More text. I know, right? What is this, livejournal? A fair number of you seem to have read the last one. Let’s talk about self-image. I’m going to reference people I know, but the information is already out there in many forms, so I’m not taking advantage of trust.

I had a conversation with a woman trying on a dress recently. She came out of the changeroom and, as I was telling her just how fantastic she looked in it, she nonchalantly pointed out how much better it would look if only her stomach was flatter. Not seeing anything the matter with her body, I disagreed. It didn’t matter, though. To her, she didn’t measure up. Plain and simple.

I see it every day. I know this girl, and I wouldn’t have to tell you she’s gorgeous. Coated in tattoos, hair always phenomenal. She’s a dynamo. This girl, she won’t wear dresses. She tells me she’s built wrong. Like she got a lemon. She looks at me like I understand. I don’t. I get this look all **** time.

I spent most of my life, from puberty to post-secondary, thinking the same things. Somebody had ripped me off. Here I was, whip-smart and full of attitude wearing a size nine. What was the deal? I couldn’t lose weight without strict diets. Everybody who saw me naked, I figured I was lucky. They were tolerating me, when I knew they could do better. I thought I needed tattoos and wild hair and crazy outfits to distract from my weight. Utterly convinced of my own grotesqueness. Are you cringing yet? Tell me honestly, girls of all sizes, that you’ve never felt like that. I know you have.

Some other friends tweet, blog and rant about calories. I love them to death, but it kills me inside. They’re driving themselves to ruin over a literally impossible ideal. All that energy, hateful and parasitic. As if one less cookie is going to make you perfect. You ARE perfect. Jesus. You don’t need to change. Not for that.

I’ve known girls who can’t try on clothes without saying they’re too fat for them. I AM one, or was. Maybe it’s different for me because I see girls from this split perspective. As peers and as interests. Women are so beautiful. Guys say it, and I think it’s true, that we’re generally the more aesthetically pleasing of the sexes. I could get into that, but it’s a whole other tangent. The point is:

Everybody’s heard a thousand speeches about being true to yourself, knowing you’re beautiful, it’s what’s on the inside that counts. We shed a tear for sisterhood, then we hop on the treadmill and hope to god we’ll look like models some day. When life backhands us with a shovel, we cry into our cupcakes. The cycle begins again.

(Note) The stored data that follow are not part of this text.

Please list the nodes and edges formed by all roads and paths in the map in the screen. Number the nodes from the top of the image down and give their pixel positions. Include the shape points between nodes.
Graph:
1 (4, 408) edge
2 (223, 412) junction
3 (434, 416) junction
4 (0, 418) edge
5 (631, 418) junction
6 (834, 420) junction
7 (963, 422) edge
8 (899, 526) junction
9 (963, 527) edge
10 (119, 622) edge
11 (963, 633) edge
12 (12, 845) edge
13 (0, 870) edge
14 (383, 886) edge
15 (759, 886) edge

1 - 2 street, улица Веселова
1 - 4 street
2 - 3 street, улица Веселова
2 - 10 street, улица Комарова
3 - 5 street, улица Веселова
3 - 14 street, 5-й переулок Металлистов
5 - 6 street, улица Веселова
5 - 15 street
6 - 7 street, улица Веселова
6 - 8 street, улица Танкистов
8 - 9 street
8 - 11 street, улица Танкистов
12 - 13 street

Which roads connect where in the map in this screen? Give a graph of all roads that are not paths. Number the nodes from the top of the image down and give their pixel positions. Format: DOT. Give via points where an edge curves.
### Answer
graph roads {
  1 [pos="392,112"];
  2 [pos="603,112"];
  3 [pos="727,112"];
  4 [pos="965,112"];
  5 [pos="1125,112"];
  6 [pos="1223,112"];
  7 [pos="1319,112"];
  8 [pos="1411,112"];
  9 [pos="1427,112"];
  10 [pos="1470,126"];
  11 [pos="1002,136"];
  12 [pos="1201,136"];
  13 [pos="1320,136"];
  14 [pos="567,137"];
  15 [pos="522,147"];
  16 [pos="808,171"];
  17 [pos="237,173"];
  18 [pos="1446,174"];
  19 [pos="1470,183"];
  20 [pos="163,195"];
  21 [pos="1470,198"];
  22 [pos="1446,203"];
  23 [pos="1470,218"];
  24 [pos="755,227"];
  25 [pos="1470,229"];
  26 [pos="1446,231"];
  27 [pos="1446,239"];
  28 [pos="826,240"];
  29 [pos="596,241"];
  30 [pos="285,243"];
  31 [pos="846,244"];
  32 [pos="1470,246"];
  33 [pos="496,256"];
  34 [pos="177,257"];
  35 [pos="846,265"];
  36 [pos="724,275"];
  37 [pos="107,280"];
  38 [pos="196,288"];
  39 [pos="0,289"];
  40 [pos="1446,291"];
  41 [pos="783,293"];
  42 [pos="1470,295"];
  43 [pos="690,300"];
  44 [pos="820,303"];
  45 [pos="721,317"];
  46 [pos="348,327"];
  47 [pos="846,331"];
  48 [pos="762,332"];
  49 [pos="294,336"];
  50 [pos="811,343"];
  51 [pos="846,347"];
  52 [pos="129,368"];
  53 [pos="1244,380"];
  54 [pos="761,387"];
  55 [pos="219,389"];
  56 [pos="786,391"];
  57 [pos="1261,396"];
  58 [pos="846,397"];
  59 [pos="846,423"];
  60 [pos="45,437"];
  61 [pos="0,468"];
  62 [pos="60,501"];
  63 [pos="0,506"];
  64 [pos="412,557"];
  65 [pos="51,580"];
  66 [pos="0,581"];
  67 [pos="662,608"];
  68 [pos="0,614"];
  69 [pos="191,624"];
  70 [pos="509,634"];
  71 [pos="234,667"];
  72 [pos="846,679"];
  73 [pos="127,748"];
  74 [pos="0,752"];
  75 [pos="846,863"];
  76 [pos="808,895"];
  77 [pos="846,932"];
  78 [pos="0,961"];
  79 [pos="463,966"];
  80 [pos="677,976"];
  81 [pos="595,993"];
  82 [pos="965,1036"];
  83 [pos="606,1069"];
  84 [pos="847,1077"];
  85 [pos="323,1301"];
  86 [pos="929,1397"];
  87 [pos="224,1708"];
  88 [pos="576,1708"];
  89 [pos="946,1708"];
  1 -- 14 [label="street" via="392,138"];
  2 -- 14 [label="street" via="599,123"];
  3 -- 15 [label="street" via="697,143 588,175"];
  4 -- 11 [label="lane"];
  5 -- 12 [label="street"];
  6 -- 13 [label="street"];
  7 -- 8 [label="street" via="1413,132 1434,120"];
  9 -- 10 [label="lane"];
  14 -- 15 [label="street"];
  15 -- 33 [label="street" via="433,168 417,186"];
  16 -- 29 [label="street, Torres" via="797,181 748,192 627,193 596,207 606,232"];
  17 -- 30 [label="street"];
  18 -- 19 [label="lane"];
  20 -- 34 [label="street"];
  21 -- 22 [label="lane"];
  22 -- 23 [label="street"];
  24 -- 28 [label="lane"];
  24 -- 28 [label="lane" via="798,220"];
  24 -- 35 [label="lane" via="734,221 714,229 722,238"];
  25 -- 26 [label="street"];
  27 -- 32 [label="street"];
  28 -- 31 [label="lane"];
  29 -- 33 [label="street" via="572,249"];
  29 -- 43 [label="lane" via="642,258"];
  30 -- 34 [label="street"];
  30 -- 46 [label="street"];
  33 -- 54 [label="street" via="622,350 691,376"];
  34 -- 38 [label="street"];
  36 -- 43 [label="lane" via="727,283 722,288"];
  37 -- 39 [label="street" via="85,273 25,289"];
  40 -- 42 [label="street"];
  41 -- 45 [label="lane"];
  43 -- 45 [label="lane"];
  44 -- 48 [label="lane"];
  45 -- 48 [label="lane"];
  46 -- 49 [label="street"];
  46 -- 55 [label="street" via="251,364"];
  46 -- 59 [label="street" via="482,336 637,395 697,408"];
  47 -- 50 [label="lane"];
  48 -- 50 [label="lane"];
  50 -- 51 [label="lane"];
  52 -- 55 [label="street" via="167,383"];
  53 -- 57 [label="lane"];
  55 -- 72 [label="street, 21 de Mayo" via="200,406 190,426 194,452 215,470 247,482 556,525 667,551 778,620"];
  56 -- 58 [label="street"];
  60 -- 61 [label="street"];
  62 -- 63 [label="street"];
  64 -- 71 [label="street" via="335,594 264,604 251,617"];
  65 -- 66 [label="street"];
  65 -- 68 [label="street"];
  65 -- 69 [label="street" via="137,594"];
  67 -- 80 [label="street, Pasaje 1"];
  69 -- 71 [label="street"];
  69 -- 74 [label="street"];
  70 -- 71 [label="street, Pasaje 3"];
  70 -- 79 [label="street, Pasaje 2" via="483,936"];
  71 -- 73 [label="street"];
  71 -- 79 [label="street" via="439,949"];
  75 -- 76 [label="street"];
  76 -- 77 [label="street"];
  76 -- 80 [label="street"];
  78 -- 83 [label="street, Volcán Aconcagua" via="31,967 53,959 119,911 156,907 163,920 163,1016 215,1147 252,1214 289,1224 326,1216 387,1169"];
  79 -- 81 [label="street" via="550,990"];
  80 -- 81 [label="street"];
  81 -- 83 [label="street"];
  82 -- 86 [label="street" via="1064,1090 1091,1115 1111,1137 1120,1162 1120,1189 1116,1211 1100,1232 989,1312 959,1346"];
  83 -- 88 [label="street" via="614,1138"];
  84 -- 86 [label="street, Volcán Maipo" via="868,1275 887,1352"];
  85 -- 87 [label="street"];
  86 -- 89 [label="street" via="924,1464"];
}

I’ll tell you, something I hear from guys a lot (getting insight from both sides: a fun bonus!) is that you are what they want without even trying. In the morning with smudged makeup and socks still on, you’re everything. They talk big when it comes to celebrities, but really, they love the way you crinkle your nose when you laugh. Same as you love them even with that t-shirt you absolutely hate on. They are not settling, making due or waiting to upgrade. When he kisses you, he wants you, and you are the only one worrying that he’s going to be disappointed in you.

You girls are ****ing beautiful.
 

Sinz

The only true DR vet.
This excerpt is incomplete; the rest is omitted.